Tax day is past and now it is time for the fake IRS emails and scams. What of you didn’t pay enough taxes or are owed a refund? The IRS isn’t going to send you an email about that. If you look at http://www.irs.gov/privacy/article/0,,id=179820,00.html?portlet=1, the IRS makes it very clear…
The IRS does not initiate taxpayer communications through e-mail.
* The IRS does not request detailed personal information through e-mail.
* The IRS does not send e-mail requesting your PIN numbers, passwords or similar access information for credit cards, banks or other financial accounts.
* Report suspicious e-mails and bogus IRS Web sites to firstname.lastname@example.org.
If you receive an e-mail from someone claiming to be the IRS or directing you to an IRS site,
* Do not reply.
* Do not open any attachments. Attachments may contain malicious code that will infect your computer.
* Do not click on any links. If you clicked on links in a suspicious e-mail or phishing Web site and entered confidential information, visit our Identity Theft page. http://www.irs.gov/privacy/article/0,,id=186436,00.html
* Use the following steps to report the e-mail or bogus Web site to the IRS.

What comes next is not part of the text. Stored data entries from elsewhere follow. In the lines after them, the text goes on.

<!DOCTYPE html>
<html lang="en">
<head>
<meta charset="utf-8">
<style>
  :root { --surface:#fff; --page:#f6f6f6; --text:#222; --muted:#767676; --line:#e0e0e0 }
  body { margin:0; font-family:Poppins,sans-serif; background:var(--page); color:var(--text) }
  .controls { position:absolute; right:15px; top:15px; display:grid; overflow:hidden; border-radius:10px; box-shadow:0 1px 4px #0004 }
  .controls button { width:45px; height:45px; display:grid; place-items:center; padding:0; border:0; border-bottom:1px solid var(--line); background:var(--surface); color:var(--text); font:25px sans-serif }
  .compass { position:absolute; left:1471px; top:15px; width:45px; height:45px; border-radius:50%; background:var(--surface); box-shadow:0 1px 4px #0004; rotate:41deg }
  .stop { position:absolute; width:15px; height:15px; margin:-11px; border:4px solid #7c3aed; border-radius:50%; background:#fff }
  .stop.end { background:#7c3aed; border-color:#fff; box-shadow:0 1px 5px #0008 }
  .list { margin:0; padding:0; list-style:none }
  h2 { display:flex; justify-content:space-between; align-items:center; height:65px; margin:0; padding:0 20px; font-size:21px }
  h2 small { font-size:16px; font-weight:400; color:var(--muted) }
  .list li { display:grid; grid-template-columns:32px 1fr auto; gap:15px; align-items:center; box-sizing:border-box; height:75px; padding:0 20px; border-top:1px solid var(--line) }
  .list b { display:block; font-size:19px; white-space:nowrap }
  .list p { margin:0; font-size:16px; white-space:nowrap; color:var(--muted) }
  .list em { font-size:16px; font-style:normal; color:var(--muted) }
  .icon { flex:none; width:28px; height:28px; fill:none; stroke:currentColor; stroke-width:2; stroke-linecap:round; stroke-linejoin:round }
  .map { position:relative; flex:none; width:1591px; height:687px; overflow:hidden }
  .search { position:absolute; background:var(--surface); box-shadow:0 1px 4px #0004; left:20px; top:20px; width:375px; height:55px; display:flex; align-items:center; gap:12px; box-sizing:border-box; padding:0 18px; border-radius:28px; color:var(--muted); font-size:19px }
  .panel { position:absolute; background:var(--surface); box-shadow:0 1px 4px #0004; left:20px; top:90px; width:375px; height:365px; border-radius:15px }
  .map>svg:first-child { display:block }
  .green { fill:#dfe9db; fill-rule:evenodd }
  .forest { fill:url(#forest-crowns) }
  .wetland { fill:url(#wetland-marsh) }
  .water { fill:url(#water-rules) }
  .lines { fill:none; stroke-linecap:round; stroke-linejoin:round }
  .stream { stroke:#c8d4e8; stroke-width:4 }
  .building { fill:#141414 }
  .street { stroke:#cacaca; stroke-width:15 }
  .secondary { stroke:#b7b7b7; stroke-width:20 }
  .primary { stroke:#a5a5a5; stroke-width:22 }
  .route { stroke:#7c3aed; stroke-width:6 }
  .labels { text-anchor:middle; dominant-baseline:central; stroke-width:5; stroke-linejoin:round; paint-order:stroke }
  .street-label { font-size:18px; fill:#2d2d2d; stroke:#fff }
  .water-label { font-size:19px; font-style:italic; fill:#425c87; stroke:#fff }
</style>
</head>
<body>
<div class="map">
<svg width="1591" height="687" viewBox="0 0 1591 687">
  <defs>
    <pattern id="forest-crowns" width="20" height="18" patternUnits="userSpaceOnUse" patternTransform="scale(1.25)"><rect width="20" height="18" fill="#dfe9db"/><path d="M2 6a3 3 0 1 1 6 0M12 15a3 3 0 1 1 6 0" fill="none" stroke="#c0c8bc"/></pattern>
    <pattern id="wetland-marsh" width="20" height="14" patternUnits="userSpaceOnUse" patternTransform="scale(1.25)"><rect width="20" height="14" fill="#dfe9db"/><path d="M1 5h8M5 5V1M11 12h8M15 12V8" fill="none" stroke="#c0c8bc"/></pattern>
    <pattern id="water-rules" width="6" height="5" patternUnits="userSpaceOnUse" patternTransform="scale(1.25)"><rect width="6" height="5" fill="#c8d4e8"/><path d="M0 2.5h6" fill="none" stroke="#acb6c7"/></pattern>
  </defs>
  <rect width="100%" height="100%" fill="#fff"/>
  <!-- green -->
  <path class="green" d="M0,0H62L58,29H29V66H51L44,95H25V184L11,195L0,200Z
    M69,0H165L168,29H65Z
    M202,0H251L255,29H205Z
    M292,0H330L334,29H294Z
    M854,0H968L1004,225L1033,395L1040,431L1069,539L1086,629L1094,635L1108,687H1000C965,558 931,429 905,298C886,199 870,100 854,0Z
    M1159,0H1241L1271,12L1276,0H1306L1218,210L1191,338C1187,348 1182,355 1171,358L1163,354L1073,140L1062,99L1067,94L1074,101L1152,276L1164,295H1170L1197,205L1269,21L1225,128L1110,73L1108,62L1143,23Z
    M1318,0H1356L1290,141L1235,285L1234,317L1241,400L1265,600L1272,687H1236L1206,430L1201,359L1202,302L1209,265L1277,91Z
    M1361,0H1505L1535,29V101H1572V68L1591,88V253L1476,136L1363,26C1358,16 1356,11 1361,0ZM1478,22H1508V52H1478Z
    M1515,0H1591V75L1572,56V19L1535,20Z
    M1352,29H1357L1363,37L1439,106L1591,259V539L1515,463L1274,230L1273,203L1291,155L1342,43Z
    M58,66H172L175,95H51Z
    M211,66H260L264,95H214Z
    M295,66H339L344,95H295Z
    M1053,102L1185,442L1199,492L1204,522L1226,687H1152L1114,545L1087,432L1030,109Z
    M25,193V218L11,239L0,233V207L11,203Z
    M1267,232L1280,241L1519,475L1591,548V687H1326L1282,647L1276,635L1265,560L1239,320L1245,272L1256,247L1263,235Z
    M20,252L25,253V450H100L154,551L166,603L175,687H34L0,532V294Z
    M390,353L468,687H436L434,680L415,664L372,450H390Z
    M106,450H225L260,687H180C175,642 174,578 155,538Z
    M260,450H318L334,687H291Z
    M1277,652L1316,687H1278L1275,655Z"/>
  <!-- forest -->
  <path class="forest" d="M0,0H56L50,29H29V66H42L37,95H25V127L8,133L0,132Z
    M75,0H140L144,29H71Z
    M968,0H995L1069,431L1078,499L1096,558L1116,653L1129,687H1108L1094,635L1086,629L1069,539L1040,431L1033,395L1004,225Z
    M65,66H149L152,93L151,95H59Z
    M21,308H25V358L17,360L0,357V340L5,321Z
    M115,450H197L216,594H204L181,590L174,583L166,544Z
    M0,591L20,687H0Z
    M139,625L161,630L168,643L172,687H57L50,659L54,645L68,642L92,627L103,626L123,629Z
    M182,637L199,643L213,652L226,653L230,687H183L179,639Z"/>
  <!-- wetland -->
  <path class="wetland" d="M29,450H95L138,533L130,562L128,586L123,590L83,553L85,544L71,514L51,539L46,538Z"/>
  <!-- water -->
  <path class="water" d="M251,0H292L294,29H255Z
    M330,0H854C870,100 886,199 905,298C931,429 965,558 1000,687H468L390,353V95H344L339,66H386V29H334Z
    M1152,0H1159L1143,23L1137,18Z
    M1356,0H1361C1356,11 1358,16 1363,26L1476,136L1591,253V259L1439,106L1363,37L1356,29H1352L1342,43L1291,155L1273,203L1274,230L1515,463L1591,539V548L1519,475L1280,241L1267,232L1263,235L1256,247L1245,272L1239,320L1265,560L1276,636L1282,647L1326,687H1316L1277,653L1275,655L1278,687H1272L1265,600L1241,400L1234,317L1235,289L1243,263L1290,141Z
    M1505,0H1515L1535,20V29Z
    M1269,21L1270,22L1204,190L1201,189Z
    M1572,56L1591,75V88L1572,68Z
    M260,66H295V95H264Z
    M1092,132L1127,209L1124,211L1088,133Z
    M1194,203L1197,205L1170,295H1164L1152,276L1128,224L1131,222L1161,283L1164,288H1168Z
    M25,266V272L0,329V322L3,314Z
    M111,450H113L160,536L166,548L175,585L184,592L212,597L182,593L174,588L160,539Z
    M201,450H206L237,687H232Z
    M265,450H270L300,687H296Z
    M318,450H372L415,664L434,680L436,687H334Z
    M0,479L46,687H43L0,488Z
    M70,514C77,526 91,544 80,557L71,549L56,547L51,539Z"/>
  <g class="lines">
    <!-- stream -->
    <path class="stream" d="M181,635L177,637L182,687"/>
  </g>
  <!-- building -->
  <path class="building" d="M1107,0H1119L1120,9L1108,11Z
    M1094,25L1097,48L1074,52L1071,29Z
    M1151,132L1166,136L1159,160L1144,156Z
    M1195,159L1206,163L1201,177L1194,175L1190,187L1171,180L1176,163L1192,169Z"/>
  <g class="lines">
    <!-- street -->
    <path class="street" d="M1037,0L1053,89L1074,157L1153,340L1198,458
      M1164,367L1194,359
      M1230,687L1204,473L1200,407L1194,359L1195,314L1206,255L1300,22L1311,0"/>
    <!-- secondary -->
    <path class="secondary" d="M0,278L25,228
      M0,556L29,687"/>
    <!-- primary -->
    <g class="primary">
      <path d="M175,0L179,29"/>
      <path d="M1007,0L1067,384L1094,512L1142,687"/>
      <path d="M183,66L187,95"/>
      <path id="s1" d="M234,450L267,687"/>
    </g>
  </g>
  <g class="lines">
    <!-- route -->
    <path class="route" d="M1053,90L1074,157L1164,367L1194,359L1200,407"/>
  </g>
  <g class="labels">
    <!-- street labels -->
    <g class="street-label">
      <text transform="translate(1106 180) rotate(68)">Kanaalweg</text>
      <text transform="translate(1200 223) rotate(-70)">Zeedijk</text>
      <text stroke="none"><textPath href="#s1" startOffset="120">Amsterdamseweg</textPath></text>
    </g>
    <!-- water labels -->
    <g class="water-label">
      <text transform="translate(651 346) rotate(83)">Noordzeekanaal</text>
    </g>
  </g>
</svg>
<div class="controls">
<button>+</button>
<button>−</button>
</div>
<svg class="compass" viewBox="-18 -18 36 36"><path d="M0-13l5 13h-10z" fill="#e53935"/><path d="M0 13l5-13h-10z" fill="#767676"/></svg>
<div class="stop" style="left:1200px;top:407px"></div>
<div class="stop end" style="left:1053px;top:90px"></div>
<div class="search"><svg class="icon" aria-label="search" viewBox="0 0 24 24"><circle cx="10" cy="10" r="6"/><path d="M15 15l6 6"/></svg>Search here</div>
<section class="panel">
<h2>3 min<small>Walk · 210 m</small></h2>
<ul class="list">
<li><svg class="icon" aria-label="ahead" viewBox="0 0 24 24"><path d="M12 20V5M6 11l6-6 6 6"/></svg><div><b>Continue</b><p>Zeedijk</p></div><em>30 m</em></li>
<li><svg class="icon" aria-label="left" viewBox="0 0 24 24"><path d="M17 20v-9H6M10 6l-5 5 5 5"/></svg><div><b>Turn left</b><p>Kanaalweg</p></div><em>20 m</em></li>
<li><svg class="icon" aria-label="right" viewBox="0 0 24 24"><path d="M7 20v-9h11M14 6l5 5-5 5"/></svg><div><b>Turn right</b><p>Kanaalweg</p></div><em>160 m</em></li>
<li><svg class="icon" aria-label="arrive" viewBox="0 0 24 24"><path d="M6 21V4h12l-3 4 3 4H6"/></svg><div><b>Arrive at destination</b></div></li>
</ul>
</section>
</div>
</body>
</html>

There are sample phishing emails on the IRS web site and links to places to get more information, such as http://www.onguardonline.gov/default.aspx
For a list of the IRS’s “dirty dozen tax scams for 2010 check out http://www.irs.gov/newsroom/article/0,,id=220238,00.html.
Of all of the phishing scams, IRS scams are among the easiest to spot. The IRS is not going to send you an email.